The case also intersects with the earlier defamation trial in complex ways. In that civil case, the court found that on the balance of probabilities Roberts-Smith was involved in unlawful killings and bullying of fellow soldiers, which severely damaged his public reputation. Criminal prosecutors, however, cannot simply rely on those findings. They must build a fresh case that meets the criminal standard, while defence lawyers are expected to argue that media coverage and prior judgments have prejudiced potential jurors.

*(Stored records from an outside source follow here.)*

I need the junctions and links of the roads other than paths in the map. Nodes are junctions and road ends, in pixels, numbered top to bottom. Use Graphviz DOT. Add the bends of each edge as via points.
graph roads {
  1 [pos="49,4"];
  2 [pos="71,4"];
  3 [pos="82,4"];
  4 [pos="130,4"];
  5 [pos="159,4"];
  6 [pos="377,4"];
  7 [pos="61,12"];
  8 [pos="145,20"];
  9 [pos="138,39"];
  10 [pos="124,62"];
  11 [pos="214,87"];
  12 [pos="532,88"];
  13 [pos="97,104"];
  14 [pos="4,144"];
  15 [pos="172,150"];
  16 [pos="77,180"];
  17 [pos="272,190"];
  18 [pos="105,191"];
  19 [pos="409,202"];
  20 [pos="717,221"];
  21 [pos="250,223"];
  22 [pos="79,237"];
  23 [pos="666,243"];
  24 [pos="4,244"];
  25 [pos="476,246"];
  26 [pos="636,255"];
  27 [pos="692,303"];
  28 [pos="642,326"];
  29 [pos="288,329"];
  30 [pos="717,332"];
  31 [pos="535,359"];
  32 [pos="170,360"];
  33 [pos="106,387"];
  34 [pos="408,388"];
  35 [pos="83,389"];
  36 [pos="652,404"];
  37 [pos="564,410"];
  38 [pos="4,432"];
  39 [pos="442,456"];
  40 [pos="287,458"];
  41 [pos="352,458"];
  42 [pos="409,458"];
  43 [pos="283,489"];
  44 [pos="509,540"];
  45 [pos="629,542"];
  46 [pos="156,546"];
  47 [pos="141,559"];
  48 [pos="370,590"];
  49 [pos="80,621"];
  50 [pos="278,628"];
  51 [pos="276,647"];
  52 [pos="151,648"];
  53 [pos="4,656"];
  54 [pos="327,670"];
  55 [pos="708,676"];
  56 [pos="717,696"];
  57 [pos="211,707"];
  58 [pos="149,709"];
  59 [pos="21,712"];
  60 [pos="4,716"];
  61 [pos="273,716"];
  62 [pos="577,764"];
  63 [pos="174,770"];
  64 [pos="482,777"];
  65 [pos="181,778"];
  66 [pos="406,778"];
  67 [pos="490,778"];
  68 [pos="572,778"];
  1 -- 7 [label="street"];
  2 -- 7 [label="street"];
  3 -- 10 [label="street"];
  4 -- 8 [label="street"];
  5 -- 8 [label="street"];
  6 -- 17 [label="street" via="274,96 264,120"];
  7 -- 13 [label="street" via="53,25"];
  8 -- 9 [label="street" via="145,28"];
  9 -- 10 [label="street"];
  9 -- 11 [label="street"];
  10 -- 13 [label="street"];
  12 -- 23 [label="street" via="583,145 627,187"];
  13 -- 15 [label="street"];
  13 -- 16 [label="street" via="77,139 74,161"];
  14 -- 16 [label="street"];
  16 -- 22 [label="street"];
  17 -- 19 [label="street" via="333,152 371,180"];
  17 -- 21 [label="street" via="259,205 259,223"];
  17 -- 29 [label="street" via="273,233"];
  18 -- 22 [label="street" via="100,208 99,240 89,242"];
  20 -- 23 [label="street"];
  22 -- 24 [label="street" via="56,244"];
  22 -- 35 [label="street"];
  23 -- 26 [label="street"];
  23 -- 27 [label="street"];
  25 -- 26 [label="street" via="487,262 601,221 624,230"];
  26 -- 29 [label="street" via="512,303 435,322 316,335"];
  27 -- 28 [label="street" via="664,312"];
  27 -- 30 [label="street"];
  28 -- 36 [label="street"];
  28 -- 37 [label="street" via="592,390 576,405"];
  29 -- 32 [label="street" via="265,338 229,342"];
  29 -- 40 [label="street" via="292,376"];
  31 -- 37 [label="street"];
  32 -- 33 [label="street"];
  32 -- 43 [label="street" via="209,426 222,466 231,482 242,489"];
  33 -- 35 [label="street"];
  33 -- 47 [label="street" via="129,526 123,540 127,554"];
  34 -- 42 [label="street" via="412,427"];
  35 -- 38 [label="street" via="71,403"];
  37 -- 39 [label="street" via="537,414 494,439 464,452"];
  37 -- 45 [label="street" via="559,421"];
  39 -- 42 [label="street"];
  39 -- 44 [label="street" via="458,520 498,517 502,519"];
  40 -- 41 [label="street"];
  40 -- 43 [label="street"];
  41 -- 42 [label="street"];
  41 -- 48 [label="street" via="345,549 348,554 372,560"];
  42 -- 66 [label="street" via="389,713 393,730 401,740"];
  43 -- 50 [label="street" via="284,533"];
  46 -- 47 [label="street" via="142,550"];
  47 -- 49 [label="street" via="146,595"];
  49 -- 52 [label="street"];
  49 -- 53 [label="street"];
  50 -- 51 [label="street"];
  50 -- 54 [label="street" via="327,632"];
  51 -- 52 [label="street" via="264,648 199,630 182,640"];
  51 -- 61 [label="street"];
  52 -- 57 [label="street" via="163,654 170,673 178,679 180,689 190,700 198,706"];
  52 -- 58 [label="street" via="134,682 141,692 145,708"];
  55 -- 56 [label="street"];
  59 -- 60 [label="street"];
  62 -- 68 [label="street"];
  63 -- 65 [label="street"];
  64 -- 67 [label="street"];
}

For the Australian Defence Force and the government, the prosecution sends a signal to allies and adversaries alike about how the country handles allegations against its own troops. Australia has positioned itself as a supporter of international humanitarian law and the rules based order. Bringing war crime charges against a national hero aligns with those commitments, but any perception of a flawed or politicised trial could damage that credibility.
Within the veteran community, reactions are sharply divided. Some former soldiers see the case as a betrayal of a man they regard as a battlefield leader who made hard choices under fire. Others, including whistleblowers who spoke to the Brereton inquiry, view the charges as overdue accountability that may help restore the honour of units tainted by allegations of unlawful killings.
What to watch next
The next phase will be dominated by pre trial legal arguments that could shape the entire proceeding. Defence lawyers are likely to challenge the admissibility of key evidence, including statements from former comrades who may seek anonymity or protection, and to argue that some material is covered by national security restrictions that limit what can be aired in open court.
Another significant issue will be how the court handles overlap between the criminal case and the earlier defamation judgment. Media law specialists have warned that jurors might be influenced, consciously or not, by the previous civil findings. Courts may respond with careful jury selection, strict directions about ignoring prior publicity, and possibly orders that limit how past judgments are discussed in front of the jury, concerns that have been flagged in commentary about defamation crossover issues.
The prosecution timeline will also be closely watched. War crimes cases are notoriously slow, and this one involves overseas witnesses, classified material and events that occurred in remote Afghan villages more than a decade ago. Afghan civilians, Australian veterans and the broader public may face years of hearings and appeals before any final verdict.
Internationally, the case will be read as a test of how national courts handle alleged atrocities by their own forces. If the prosecution is seen as serious and fair, it may bolster arguments that domestic legal systems can deal with such allegations without intervention from bodies like the International Criminal Court. If it falters, critics of the Afghanistan mission and of Western militaries more broadly will point to it as evidence of impunity.
Inside Australia, political leaders will have to navigate the case without appearing to interfere. Governments of both major parties backed the Afghanistan deployment and celebrated Roberts-Smith during his service. They now face pressure from veterans, human rights advocates and Afghan diaspora groups, each with different expectations about what justice should look like.